We use mathematical induction as follows: Statement ${{S}_{1}}$ is: ${{S}_{1}}:3$ Then, simplify on the right and obtain, \begin{align} & n\left( 2n+1 \right)=1\left( 2+1 \right) \\ & =3 \end{align}. This statement shows that ${{S}_{1}}$ is true. Suppose ${{S}_{k}}$ is true.
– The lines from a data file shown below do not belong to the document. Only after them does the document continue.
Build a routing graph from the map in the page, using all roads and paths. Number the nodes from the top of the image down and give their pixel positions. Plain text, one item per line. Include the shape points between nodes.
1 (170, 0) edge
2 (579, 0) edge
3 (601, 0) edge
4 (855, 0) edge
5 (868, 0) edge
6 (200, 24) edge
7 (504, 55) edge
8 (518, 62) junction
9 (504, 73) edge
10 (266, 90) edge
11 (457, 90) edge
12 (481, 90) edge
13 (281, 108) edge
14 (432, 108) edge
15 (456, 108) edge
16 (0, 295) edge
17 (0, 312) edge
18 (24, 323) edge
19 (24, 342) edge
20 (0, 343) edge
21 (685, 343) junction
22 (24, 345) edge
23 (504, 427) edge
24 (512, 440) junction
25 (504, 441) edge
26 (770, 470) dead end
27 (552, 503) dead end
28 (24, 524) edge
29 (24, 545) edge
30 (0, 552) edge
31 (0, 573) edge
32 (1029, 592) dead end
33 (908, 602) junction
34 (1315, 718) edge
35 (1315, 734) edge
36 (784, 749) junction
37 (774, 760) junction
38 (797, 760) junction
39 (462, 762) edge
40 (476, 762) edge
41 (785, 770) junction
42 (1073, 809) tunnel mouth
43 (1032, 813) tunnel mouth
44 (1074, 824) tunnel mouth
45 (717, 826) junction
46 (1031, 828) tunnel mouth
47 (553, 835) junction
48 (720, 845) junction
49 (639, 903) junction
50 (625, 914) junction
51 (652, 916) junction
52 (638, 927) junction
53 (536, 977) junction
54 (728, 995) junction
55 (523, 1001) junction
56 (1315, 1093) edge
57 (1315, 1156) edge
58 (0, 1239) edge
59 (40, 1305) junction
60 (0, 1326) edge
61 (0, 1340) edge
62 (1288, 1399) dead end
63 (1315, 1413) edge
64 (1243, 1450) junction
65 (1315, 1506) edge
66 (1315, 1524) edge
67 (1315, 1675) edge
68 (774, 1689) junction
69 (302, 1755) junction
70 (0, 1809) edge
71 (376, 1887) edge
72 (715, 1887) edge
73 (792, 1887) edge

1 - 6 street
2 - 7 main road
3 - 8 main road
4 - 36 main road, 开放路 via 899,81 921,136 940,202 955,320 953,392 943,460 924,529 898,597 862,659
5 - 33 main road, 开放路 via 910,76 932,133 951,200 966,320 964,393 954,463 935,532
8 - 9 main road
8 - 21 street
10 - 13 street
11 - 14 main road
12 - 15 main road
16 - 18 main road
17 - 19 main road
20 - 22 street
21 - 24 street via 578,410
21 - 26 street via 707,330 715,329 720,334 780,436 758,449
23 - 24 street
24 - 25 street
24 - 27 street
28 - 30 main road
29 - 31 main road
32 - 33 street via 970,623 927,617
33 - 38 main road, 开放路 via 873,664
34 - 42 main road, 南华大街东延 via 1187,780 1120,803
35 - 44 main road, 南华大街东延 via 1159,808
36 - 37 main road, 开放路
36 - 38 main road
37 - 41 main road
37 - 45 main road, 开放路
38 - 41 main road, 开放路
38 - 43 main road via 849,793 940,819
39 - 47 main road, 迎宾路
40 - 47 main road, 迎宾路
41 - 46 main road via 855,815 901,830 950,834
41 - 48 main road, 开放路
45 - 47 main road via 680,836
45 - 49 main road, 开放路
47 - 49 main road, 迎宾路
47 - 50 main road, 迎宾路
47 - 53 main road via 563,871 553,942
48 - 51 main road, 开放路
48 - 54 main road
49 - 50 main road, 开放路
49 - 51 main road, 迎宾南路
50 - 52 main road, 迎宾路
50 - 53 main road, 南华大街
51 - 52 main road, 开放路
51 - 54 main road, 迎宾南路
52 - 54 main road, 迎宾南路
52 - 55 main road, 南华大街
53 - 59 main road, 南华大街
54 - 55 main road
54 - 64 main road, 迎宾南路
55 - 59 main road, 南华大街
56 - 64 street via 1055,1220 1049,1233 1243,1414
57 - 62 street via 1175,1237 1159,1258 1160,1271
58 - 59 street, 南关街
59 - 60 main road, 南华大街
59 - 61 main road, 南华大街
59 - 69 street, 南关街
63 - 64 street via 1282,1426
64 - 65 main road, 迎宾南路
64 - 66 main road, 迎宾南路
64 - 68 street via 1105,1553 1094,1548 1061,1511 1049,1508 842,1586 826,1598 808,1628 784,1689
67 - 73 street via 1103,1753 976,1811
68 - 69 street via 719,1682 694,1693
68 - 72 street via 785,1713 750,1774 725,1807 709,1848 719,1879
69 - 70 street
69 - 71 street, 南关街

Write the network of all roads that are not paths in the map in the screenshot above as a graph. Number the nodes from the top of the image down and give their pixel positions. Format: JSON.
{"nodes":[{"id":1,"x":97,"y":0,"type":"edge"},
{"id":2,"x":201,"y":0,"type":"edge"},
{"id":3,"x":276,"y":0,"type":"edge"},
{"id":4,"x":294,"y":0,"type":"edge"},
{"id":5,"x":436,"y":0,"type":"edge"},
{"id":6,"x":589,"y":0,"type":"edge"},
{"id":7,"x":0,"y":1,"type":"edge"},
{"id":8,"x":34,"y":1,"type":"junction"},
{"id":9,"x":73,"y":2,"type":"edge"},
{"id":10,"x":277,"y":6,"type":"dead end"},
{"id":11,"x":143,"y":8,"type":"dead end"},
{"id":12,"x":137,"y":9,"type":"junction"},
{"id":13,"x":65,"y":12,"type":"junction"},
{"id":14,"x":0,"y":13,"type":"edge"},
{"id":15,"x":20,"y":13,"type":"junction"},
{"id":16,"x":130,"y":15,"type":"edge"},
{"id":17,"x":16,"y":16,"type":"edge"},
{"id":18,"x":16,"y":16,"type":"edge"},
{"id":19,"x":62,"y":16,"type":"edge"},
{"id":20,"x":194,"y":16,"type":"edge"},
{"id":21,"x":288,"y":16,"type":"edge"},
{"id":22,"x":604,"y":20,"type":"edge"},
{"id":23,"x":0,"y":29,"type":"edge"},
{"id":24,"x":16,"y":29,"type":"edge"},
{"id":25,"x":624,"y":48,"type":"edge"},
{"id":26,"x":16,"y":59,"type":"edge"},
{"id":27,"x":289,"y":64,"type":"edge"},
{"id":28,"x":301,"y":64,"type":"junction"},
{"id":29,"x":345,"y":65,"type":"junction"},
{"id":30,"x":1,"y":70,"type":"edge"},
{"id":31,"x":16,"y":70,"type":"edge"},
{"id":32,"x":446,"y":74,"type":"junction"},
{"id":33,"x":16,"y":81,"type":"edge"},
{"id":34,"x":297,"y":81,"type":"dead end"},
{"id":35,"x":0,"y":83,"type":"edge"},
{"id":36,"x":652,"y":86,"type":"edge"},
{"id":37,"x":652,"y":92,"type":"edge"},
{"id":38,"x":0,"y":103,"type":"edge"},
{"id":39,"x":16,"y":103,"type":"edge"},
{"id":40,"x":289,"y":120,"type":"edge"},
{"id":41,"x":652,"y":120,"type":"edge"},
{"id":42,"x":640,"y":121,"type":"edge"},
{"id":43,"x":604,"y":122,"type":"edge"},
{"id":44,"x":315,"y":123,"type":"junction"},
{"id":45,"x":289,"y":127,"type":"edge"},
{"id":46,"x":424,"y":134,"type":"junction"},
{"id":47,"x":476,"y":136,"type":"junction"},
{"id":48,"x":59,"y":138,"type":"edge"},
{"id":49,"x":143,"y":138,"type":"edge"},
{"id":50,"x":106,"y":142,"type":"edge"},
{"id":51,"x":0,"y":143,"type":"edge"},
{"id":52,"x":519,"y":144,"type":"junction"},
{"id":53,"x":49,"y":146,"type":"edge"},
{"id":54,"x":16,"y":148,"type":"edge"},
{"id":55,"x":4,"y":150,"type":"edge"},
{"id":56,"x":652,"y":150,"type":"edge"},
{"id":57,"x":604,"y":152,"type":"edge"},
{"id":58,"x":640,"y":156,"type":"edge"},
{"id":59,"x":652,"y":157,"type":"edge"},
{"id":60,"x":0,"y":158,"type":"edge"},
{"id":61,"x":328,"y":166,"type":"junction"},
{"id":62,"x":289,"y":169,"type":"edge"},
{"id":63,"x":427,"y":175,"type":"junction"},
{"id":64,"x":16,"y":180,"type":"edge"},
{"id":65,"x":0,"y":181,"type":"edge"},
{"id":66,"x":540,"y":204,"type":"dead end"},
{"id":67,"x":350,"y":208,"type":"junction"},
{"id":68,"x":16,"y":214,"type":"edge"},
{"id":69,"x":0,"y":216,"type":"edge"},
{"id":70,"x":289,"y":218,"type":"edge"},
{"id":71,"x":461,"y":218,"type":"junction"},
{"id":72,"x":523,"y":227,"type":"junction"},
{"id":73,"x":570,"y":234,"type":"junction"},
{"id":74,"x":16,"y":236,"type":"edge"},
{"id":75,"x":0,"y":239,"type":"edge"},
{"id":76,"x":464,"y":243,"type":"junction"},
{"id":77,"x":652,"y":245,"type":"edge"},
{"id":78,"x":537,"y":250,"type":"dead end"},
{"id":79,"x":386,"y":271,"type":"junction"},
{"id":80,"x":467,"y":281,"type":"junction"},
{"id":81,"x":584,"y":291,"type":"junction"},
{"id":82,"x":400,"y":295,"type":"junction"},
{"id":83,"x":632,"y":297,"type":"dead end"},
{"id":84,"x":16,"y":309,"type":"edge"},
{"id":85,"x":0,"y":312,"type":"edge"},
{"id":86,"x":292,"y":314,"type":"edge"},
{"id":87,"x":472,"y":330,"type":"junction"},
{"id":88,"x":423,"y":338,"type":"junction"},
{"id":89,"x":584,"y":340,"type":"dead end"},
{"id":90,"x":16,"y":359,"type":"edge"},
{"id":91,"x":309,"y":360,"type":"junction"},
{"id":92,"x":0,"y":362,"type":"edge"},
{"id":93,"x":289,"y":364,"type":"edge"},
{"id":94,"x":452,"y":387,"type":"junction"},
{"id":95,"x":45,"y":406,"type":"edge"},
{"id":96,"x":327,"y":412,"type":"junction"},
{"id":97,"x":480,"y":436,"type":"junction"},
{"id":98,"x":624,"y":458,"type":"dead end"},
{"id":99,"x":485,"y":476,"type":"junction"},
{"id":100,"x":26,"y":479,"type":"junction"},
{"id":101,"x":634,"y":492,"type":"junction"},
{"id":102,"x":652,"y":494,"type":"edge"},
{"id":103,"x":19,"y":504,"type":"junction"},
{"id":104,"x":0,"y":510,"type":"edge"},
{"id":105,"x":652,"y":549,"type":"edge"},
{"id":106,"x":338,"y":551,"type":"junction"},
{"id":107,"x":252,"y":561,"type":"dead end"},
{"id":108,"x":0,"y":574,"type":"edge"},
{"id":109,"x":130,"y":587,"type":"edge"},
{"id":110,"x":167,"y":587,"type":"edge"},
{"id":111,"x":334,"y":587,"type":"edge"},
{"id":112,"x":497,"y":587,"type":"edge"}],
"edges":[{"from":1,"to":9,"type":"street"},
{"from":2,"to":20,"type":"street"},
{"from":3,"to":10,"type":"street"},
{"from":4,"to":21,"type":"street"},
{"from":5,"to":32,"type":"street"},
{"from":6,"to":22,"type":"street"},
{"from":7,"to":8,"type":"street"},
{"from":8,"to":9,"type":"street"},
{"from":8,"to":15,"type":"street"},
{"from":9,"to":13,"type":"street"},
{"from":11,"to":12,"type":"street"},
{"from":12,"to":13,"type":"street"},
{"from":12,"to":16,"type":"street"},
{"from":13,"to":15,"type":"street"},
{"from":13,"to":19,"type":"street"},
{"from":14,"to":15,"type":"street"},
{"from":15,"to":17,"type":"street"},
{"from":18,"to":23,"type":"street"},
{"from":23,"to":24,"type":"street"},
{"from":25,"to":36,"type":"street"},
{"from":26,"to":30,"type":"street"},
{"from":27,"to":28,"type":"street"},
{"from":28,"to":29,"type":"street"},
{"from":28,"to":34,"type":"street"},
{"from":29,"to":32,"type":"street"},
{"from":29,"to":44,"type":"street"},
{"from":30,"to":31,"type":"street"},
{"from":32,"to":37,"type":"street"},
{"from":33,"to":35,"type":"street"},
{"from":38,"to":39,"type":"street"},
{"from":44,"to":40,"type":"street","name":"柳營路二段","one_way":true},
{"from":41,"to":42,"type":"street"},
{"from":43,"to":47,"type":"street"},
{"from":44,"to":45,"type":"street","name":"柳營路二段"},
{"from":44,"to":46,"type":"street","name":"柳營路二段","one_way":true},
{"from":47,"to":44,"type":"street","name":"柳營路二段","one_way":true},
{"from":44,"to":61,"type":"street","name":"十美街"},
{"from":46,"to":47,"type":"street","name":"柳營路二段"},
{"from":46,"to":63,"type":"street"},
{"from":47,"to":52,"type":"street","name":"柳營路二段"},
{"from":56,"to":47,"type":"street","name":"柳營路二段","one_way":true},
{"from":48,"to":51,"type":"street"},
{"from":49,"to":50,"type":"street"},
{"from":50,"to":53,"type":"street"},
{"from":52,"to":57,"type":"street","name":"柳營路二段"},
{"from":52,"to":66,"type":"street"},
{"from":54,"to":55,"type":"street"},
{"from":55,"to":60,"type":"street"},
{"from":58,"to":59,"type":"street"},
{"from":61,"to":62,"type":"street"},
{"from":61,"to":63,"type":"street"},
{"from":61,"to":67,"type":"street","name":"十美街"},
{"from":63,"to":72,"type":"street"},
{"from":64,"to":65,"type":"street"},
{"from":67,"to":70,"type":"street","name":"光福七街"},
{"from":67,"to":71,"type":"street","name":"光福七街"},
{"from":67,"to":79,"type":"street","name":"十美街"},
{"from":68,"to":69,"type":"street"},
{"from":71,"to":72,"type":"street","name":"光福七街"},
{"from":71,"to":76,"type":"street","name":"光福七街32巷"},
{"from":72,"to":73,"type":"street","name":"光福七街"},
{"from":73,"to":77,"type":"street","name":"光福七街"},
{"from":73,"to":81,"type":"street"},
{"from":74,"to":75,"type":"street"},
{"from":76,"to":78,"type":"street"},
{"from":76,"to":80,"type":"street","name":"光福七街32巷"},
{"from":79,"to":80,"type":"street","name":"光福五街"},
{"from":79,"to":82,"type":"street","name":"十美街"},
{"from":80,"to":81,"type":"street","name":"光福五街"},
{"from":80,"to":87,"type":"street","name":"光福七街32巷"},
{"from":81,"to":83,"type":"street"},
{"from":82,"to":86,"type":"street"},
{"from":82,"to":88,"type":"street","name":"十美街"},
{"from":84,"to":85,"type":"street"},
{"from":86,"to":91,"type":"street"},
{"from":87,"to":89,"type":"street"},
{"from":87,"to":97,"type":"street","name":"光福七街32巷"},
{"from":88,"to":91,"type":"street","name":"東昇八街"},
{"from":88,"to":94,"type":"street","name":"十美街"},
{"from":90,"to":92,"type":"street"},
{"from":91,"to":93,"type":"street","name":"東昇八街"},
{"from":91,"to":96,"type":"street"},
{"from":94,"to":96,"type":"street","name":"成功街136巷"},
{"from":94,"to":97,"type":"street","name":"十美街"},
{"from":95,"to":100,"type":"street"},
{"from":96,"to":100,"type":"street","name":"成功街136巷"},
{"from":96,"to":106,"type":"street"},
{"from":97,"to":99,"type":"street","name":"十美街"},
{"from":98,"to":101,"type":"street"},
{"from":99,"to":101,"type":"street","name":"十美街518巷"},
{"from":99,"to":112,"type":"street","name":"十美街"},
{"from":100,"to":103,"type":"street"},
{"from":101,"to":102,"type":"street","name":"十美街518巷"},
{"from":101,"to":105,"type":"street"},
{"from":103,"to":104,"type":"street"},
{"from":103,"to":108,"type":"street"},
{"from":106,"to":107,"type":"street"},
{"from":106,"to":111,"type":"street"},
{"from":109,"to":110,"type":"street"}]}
By using ${{S}_{k}},{{S}_{k+1}}$ from the expression, ${{S}_{k}}:3+7+11+...+\left( 4k-1 \right)=k\left( 2k+1 \right)$ Add $\left( 4\left( k+1 \right)-1 \right)$ on both sides, \begin{align} & 3+7+11+...+\left( 4k-1 \right)+\left( 4\left( k+1 \right)-1 \right)=k\left( 2k+1 \right)+\left( 4\left( k+1 \right)-1 \right) \\ & =2{{k}^{2}}+5k+3 \\ & =2{{k}^{2}}+3k+2k+3 \\ & =k\left( 2k+3 \right)+1\left( 2k+3 \right) \end{align} Simplify \begin{align} & 3+7+11+...+\left( 4k-1 \right)+\left( 4\left( k+1 \right)-1 \right)=\left( k+1 \right)\left( 2k+3 \right) \\ & =\left( k+1 \right)\left( 2\left( k+1 \right)+1 \right) \end{align} Therefore, ${{S}_{k+1}}$ is true. The result ${{S}_{n}}:3+7+11+...+\left( 4n-1 \right)=n\left( 2n+1 \right)$ is true by mathematical induction. Thus, the provided statement is proved by mathematical induction.